Today I bought a copy of "Feynman's Tips on Physics." I wasn't sure about buying it, but this story in Ralph Leighton's foreword convinced me:
"At a lonely border post high on the Himalayan frontier, Ramaswamy Balasubramanian peered through his binoculars at the People's Liberation Army soldiers stationed in Tibet ― who were peering through their scopes back at him. Tensions between India and China had been high for several years since 1962, when the two countries traded shots across their disputed border. The PLA soldiers, knowing they were being watched, taunted Balasubramanian and his fellow Indian soldiers by shaking, defiantly, high in the air their pocket-sized, bright-red copies of Quotations from Chairman Mao ― better known in the West as "Mao's Little Red Book."
Balasubramanian, then a conscript studying physics in his spare time, soon grew tired of these taunts. So one day, he came to his observation post prepared with a suitable rejoinder. As soon as the PLA soldiers started waving Mao's Little Red Book in the air again, he and two fellow Indian soldiers picked up and held aloft the three, big, bright-red volumes of The Feynman Lectures on Physics.

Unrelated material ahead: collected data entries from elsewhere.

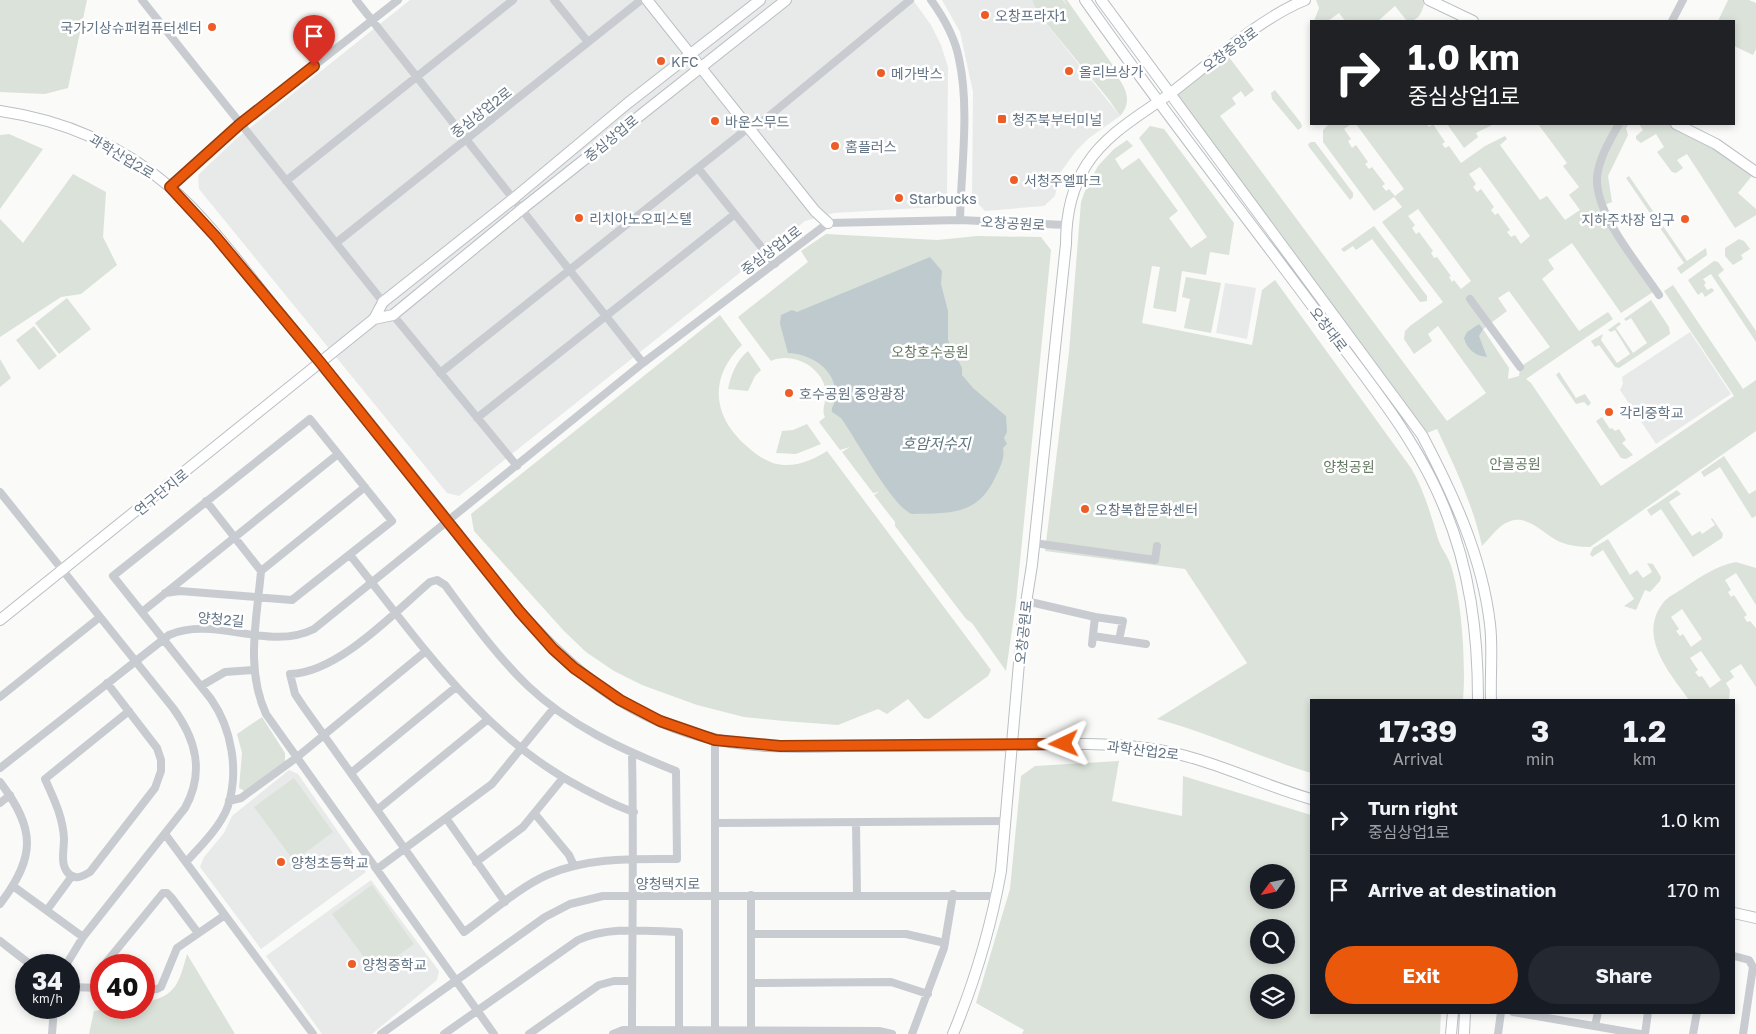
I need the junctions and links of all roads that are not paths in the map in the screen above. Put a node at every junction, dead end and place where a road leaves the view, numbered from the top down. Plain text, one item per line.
1 (142, 0) edge
2 (356, 0) edge
3 (398, 0) edge
4 (513, 0) edge
5 (554, 0) edge
6 (641, 0) edge
7 (647, 0) edge
8 (760, 0) edge
9 (786, 0) edge
10 (910, 0) edge
11 (931, 0) edge
12 (1085, 0) edge
13 (1101, 0) edge
14 (1305, 0) edge
15 (1430, 0) edge
16 (1683, 0) edge
17 (372, 20) junction
18 (1471, 20) edge
19 (1673, 20) edge
20 (588, 42) junction
21 (690, 55) junction
22 (700, 67) junction
23 (417, 77) junction
24 (1169, 94) junction
25 (1157, 103) junction
26 (0, 111) edge
27 (240, 124) junction
28 (1619, 125) edge
29 (1678, 125) edge
30 (750, 129) junction
31 (466, 139) junction
32 (698, 168) junction
33 (1756, 172) edge
34 (286, 182) junction
35 (170, 187) junction
36 (513, 199) junction
37 (522, 209) junction
38 (735, 214) junction
39 (960, 220) junction
40 (828, 224) junction
41 (1066, 225) junction
42 (336, 243) junction
43 (774, 264) junction
44 (570, 270) junction
45 (1659, 295) dead end
46 (1470, 299) dead end
47 (383, 302) junction
48 (393, 315) junction
49 (606, 316) junction
50 (374, 319) junction
51 (320, 362) junction
52 (644, 363) junction
53 (1520, 368) dead end
54 (440, 373) junction
55 (476, 418) junction
56 (338, 454) junction
57 (517, 466) junction
58 (365, 487) junction
59 (0, 492) edge
60 (206, 501) junction
61 (447, 520) junction
62 (234, 537) junction
63 (1034, 543) junction
64 (1157, 546) dead end
65 (350, 555) junction
66 (62, 571) junction
67 (261, 571) junction
68 (372, 583) junction
69 (165, 593) junction
70 (259, 598) junction
71 (1026, 601) junction
72 (142, 612) junction
73 (395, 612) junction
74 (100, 617) junction
75 (1095, 617) junction
76 (0, 620) edge
77 (255, 634) junction
78 (163, 639) junction
79 (1119, 640) junction
80 (1146, 644) dead end
81 (426, 651) junction
82 (135, 660) junction
83 (253, 670) junction
84 (107, 683) junction
85 (201, 686) junction
86 (456, 687) junction
87 (0, 698) edge
88 (1478, 699) edge
89 (1490, 699) edge
90 (554, 708) junction
91 (129, 711) junction
92 (487, 720) junction
93 (325, 736) junction
94 (715, 740) junction
95 (1014, 745) junction
96 (520, 750) junction
97 (632, 754) junction
98 (296, 758) junction
99 (0, 768) edge
100 (351, 772) junction
101 (563, 778) junction
102 (0, 782) edge
103 (10, 795) junction
104 (1310, 799) edge
105 (229, 801) junction
106 (0, 803) edge
107 (377, 810) junction
108 (634, 812) junction
109 (535, 814) junction
110 (446, 818) junction
111 (1006, 821) junction
112 (715, 823) junction
113 (856, 823) junction
114 (165, 834) junction
115 (405, 848) junction
116 (635, 859) junction
117 (186, 862) junction
118 (476, 862) junction
119 (574, 866) junction
120 (376, 869) junction
121 (72, 876) junction
122 (13, 886) junction
123 (953, 894) junction
124 (715, 895) junction
125 (751, 895) junction
126 (631, 896) junction
127 (858, 896) junction
128 (997, 896) junction
129 (505, 902) junction
130 (0, 904) edge
131 (47, 910) junction
132 (1735, 913) edge
133 (226, 915) junction
134 (1756, 918) edge
135 (631, 931) junction
136 (198, 933) junction
137 (751, 934) junction
138 (83, 937) junction
139 (0, 941) edge
140 (945, 943) junction
141 (17, 954) edge
142 (73, 954) edge
143 (113, 954) edge
144 (1735, 956) edge
145 (456, 981) junction
146 (632, 981) junction
147 (751, 983) junction
148 (155, 987) edge
149 (928, 994) junction
150 (477, 1010) junction
151 (1453, 1014) edge
152 (1465, 1014) edge
153 (1500, 1014) edge
154 (1598, 1014) edge
155 (1648, 1014) edge
156 (1696, 1014) edge
157 (1547, 1015) edge
158 (53, 1019) edge
159 (1595, 1026) junction
160 (632, 1032) edge
161 (679, 1032) edge
162 (715, 1032) edge
163 (751, 1032) edge
164 (799, 1032) edge
165 (846, 1032) edge
166 (52, 1034) edge
167 (313, 1034) edge
168 (381, 1034) edge
169 (444, 1034) edge
170 (494, 1034) edge
171 (529, 1034) edge
172 (614, 1034) edge
173 (892, 1034) edge
174 (912, 1034) edge
175 (953, 1034) edge
176 (1451, 1034) edge
177 (1464, 1034) edge
178 (1498, 1034) edge
179 (1640, 1034) edge
180 (1645, 1034) edge
181 (1693, 1034) edge
182 (1742, 1034) edge

1 - 27 street
2 - 17 street
3 - 17 street
4 - 23 street
5 - 20 street
6 - 20 street, 중심상업2로
7 - 21 street
8 - 21 street, 중심상업로
9 - 22 street, 중심상업로
10 - 30 street
11 - 39 street
12 - 25 street, 오창대로
13 - 24 street, 오창대로
14 - 24 street, 오창중앙로
15 - 18 street
16 - 19 street
17 - 23 street
17 - 27 street
20 - 31 street, 중심상업2로
21 - 22 street
21 - 36 street, 중심상업로
22 - 30 street
22 - 37 street, 중심상업로
23 - 31 street
23 - 34 street
24 - 25 street, 오창중앙로
24 - 89 street, 오창대로
25 - 41 street, 오창공원로
25 - 88 street, 오창대로
26 - 35 street, 과학산업2로
27 - 34 street
27 - 35 street
28 - 45 street
29 - 33 street
30 - 32 street
30 - 40 street
31 - 36 street
31 - 42 street, 중심상업2로
32 - 38 street
32 - 44 street
34 - 42 street
35 - 51 street, 과학산업2로
36 - 37 street
36 - 47 street, 중심상업로
37 - 44 street
37 - 48 street, 중심상업로
38 - 43 street
38 - 49 street
39 - 40 street
39 - 41 street, 오창공원로
40 - 43 street, 중심상업1로
41 - 63 street, 오창공원로
42 - 47 street
43 - 52 street, 중심상업1로
44 - 49 street
44 - 54 street
46 - 53 street
47 - 50 street, 중심상업로
48 - 50 street, 중심상업로
48 - 54 street
49 - 52 street
49 - 55 street
50 - 51 street, 중심상업로
51 - 61 street, 과학산업2로
51 - 66 street, 연구단지로
52 - 57 street, 중심상업1로
54 - 55 street
55 - 57 street
56 - 58 street
56 - 60 street
56 - 62 street
57 - 61 street, 중심상업1로
58 - 65 street
58 - 67 street
59 - 66 street
60 - 62 street
60 - 72 street
61 - 68 street, 양청2길
61 - 94 street, 과학산업2로
62 - 67 street
62 - 69 street
63 - 64 street
63 - 71 street, 오창공원로
65 - 68 street
65 - 70 street
66 - 74 street
66 - 76 street, 연구단지로
67 - 70 street
68 - 73 street
68 - 77 street, 양청2길
69 - 70 street
69 - 72 street
70 - 77 street
71 - 75 street
71 - 95 street, 오창공원로
72 - 78 street
73 - 81 street
73 - 90 street
73 - 93 street
74 - 82 street
74 - 87 street
75 - 79 street
75 - 79 street
77 - 78 street, 양청2길
77 - 83 street
78 - 82 street, 양청2길
78 - 85 street
79 - 80 street
81 - 86 street
81 - 93 street
82 - 84 street, 양청2길
82 - 114 street
83 - 85 street
83 - 98 street
84 - 91 street
84 - 99 street, 양청2길
85 - 105 street
86 - 92 street
86 - 100 street
90 - 96 street
90 - 97 street
91 - 121 street
91 - 121 street
92 - 96 street
92 - 107 street
93 - 98 street
93 - 100 street
94 - 95 street, 과학산업2로
94 - 112 street
95 - 104 street, 과학산업2로
95 - 111 street, 오창공원로
96 - 101 street
96 - 110 street
97 - 108 street
97 - 116 street
98 - 105 street
98 - 120 street
100 - 107 street
101 - 108 street
101 - 109 street
102 - 103 street
103 - 106 street
103 - 122 street
105 - 117 street
107 - 115 street
108 - 116 street
109 - 118 street
109 - 119 street
110 - 115 street
110 - 118 street
111 - 113 street
111 - 128 street, 오창공원로
112 - 113 street
112 - 124 street
113 - 127 street
114 - 117 street
114 - 138 street
115 - 120 street
115 - 129 street
116 - 119 street
116 - 126 street
117 - 133 street
118 - 129 street
119 - 129 street
120 - 145 street
121 - 131 street
122 - 130 street
122 - 131 street
123 - 127 street, 양청택지로
123 - 128 street, 양청택지로
123 - 140 street
124 - 125 street, 양청택지로
124 - 126 street, 양청택지로
124 - 162 street
125 - 127 street, 양청택지로
125 - 137 street
126 - 135 street
126 - 145 street, 양청택지로
128 - 175 street, 오창공원로
131 - 138 street
132 - 134 street
133 - 136 street
133 - 167 street
135 - 146 street
135 - 150 street
135 - 161 street
136 - 143 street
136 - 148 street
137 - 140 street
137 - 147 street
138 - 142 street
139 - 141 street
140 - 149 street
144 - 182 street
145 - 150 street
145 - 168 street, 양청택지로
146 - 160 street
146 - 171 street
147 - 149 street
147 - 163 street
149 - 174 street
150 - 169 street
150 - 170 street
151 - 176 street
152 - 177 street
153 - 178 street
154 - 159 street
155 - 180 street
156 - 181 street
157 - 159 street
158 - 166 street
159 - 179 street
160 - 161 street
160 - 172 street
161 - 162 street
162 - 163 street
163 - 164 street
164 - 165 street
165 - 173 street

One day I received a letter from Mr. Balasubramanian. His was among the hundreds I have received through the years describing the lasting impact Richard Feynman has had on people's lives. After describing the "red-books" incident on the Sino-Indian Frontier, he wrote, 'Now, twenty years later, whose red books are still being read?' "
Our book: "SolderSmoke -- Global Adventures in Wireless Electronics"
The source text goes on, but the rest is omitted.